-- RECORDS TO PROCESS follows --
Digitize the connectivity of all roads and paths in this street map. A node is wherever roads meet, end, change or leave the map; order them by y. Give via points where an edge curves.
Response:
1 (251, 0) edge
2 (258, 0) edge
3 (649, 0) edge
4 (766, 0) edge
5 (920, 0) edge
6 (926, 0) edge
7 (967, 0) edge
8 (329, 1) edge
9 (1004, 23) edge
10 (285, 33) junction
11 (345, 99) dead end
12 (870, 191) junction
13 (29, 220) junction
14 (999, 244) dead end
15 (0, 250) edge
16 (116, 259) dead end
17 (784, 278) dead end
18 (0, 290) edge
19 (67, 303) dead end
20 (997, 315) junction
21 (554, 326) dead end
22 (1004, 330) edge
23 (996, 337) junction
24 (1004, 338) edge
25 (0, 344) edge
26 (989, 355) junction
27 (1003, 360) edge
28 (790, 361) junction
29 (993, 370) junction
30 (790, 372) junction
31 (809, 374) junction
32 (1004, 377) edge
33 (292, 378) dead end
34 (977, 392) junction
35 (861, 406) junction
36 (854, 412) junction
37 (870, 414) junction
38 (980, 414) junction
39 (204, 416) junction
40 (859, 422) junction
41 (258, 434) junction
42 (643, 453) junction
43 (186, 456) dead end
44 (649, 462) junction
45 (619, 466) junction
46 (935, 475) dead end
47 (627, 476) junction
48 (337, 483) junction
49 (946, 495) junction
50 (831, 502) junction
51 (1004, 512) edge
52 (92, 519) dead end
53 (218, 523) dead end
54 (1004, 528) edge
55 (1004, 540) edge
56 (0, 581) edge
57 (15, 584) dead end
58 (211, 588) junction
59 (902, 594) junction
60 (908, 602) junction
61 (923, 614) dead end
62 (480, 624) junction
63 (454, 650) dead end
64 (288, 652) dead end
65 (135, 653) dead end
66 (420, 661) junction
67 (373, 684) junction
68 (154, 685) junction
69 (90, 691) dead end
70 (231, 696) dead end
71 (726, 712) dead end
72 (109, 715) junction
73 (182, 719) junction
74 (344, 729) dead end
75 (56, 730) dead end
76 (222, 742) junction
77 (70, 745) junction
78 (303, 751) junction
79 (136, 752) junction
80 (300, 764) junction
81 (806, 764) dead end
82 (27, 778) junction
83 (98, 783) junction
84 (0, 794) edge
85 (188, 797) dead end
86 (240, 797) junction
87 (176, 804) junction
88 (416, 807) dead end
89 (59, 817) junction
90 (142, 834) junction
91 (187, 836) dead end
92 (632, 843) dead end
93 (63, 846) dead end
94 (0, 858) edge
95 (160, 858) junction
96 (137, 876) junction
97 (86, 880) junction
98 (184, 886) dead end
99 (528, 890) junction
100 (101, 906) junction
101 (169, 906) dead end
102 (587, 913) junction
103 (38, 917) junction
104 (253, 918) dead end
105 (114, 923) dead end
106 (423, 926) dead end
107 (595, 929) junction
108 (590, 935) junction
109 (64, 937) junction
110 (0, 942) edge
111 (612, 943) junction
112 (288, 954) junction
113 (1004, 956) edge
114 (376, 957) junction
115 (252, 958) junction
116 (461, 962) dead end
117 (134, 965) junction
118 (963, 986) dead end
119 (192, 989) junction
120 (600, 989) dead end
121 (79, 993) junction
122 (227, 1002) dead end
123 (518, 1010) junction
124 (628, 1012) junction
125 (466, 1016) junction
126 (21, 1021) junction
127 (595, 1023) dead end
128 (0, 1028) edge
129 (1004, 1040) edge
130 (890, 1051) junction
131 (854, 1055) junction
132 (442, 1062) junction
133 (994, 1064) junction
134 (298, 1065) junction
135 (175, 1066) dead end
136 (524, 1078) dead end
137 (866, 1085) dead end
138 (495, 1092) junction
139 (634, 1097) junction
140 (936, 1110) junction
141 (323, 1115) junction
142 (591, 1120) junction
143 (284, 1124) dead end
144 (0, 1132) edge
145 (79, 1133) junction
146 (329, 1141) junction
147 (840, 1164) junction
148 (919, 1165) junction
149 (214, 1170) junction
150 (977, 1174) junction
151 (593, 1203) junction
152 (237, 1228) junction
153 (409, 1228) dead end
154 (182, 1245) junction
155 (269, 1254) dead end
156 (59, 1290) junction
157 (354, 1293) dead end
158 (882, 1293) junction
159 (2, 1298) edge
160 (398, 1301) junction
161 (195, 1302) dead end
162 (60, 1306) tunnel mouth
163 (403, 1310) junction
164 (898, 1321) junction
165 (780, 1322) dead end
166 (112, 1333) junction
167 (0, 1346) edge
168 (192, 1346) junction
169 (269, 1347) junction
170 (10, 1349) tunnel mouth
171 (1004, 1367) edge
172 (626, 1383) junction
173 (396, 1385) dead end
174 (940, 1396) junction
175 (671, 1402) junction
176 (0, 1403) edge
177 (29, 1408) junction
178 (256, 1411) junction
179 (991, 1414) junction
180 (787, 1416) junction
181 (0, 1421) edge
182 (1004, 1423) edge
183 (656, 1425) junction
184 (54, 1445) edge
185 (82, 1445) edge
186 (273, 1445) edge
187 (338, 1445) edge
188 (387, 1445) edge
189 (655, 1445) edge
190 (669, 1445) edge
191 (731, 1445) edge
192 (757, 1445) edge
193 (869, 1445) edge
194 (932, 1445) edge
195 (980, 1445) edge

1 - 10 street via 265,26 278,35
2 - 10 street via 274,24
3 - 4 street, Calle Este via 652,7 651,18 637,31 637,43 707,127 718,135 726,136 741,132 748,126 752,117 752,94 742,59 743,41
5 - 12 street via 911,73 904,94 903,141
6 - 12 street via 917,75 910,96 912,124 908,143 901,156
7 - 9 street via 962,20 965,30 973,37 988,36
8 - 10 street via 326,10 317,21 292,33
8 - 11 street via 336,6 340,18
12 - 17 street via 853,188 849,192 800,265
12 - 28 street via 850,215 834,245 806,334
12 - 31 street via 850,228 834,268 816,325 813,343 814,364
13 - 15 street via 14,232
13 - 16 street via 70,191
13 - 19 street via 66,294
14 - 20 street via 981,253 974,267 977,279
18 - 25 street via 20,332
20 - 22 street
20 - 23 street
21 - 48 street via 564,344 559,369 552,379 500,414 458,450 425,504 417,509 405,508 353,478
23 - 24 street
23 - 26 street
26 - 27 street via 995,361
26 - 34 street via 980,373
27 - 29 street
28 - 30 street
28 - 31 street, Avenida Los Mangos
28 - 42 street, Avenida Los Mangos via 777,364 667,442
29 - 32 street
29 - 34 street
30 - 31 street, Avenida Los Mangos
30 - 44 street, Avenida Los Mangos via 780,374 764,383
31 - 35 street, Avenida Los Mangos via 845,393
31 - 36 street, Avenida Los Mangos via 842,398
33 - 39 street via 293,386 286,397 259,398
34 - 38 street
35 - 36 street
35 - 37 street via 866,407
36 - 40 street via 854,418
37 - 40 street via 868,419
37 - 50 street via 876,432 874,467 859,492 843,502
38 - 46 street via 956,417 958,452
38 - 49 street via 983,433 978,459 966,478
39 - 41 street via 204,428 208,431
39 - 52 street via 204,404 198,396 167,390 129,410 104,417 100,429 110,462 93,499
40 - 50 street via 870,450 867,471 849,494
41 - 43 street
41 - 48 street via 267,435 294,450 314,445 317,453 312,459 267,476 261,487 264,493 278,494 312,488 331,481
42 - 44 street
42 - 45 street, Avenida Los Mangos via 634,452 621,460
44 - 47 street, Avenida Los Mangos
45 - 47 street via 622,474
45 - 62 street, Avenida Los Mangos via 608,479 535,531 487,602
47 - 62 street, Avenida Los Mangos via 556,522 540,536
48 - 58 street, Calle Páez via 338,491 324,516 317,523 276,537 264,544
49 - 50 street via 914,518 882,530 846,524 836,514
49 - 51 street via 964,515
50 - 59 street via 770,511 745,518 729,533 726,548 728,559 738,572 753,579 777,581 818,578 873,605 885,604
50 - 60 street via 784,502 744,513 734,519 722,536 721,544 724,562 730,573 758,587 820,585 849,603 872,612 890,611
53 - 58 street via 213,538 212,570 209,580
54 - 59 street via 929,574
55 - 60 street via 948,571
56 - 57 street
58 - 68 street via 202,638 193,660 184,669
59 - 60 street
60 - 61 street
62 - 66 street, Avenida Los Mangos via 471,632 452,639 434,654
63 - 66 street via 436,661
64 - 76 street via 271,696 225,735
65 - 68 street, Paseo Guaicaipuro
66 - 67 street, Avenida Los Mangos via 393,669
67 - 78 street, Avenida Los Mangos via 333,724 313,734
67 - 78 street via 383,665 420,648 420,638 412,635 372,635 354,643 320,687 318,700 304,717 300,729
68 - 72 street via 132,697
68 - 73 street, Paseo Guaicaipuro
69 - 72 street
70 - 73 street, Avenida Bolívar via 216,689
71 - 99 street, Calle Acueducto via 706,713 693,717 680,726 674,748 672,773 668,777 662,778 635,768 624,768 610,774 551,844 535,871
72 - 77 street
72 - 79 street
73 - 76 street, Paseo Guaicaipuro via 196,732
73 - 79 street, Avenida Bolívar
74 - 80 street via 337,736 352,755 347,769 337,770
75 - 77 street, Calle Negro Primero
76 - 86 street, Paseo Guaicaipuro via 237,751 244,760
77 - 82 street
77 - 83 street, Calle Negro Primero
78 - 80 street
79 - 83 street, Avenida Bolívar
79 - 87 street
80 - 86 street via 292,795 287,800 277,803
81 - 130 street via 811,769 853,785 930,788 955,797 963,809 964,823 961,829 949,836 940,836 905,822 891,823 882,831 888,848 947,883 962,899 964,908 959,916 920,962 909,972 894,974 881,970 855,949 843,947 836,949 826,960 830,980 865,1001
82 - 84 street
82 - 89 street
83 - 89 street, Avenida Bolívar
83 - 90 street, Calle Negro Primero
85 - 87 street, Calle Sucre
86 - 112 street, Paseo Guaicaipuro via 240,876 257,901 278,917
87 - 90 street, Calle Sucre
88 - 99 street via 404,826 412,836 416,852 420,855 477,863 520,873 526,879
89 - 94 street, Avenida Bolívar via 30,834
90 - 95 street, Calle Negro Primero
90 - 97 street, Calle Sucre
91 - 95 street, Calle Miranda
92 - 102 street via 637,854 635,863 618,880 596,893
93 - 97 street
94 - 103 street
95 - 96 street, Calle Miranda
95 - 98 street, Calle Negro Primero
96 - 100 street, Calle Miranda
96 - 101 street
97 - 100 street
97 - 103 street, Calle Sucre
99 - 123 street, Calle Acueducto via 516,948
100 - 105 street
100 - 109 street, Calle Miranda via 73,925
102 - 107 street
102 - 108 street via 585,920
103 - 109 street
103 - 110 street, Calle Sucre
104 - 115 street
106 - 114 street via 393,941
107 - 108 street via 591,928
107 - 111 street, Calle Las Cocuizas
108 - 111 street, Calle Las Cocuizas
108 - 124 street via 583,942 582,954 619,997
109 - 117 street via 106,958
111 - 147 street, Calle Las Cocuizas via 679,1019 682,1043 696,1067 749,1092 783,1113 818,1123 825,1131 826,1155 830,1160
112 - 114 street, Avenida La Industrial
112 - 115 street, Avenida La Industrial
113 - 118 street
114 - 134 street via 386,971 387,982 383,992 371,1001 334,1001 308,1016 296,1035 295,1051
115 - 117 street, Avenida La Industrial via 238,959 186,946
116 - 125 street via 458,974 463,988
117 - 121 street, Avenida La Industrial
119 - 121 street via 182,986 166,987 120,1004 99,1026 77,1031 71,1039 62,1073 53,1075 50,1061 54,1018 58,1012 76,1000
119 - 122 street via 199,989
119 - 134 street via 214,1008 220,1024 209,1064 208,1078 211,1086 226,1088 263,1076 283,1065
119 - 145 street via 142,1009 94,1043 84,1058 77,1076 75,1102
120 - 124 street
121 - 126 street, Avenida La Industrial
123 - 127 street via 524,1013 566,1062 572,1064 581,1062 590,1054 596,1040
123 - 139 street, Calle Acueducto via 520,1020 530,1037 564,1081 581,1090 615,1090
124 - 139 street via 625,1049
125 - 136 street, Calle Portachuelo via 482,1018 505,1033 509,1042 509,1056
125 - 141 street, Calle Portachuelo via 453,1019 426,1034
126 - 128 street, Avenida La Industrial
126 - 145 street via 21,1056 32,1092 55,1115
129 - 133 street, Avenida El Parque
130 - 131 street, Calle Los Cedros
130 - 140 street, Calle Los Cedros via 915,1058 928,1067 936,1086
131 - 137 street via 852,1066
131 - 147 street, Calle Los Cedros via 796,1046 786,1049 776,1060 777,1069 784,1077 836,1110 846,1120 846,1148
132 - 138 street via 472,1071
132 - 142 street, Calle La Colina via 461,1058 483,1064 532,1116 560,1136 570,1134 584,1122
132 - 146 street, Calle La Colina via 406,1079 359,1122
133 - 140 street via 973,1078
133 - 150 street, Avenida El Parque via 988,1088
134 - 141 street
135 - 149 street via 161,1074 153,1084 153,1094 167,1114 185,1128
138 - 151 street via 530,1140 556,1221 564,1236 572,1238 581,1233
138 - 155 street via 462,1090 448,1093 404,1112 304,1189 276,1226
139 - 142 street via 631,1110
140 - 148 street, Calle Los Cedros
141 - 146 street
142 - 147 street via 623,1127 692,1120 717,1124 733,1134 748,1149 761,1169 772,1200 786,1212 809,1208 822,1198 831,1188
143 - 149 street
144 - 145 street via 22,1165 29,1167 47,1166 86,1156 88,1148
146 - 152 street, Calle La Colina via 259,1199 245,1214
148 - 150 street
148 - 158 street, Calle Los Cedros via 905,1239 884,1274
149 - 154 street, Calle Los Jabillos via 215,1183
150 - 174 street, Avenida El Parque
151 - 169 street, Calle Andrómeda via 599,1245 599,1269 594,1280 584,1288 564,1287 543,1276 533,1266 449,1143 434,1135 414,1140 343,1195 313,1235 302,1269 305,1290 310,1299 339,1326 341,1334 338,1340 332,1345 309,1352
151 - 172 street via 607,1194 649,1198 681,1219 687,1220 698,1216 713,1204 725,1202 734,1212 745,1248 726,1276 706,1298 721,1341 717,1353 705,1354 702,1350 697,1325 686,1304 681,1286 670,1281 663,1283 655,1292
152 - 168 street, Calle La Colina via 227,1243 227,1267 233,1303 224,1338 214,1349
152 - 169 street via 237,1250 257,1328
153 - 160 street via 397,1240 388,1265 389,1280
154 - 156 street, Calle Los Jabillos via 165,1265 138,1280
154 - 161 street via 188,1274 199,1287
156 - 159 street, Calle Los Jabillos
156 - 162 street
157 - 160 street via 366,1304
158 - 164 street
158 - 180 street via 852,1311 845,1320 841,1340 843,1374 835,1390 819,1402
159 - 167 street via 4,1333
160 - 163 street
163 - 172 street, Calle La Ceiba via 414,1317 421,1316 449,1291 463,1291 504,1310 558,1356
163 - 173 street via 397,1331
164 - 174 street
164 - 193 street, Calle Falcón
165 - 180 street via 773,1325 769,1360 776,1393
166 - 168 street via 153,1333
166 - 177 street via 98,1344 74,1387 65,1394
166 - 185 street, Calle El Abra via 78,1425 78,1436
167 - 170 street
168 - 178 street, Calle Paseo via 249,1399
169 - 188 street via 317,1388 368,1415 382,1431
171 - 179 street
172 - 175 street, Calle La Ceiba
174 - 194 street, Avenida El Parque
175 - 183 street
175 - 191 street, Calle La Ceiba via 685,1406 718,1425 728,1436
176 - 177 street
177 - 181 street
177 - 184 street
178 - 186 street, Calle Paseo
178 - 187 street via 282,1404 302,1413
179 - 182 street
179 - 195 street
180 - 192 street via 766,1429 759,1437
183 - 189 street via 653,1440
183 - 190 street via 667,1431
-- RECORDS TO PROCESS concluded --
**EXERCISE BRIEF:** Could you return all lines from the records that include the word "Primero"?

**OUTPUT OF THE TASK:**
75 - 77 street, Calle Negro Primero
77 - 83 street, Calle Negro Primero
83 - 90 street, Calle Negro Primero
90 - 95 street, Calle Negro Primero
95 - 98 street, Calle Negro Primero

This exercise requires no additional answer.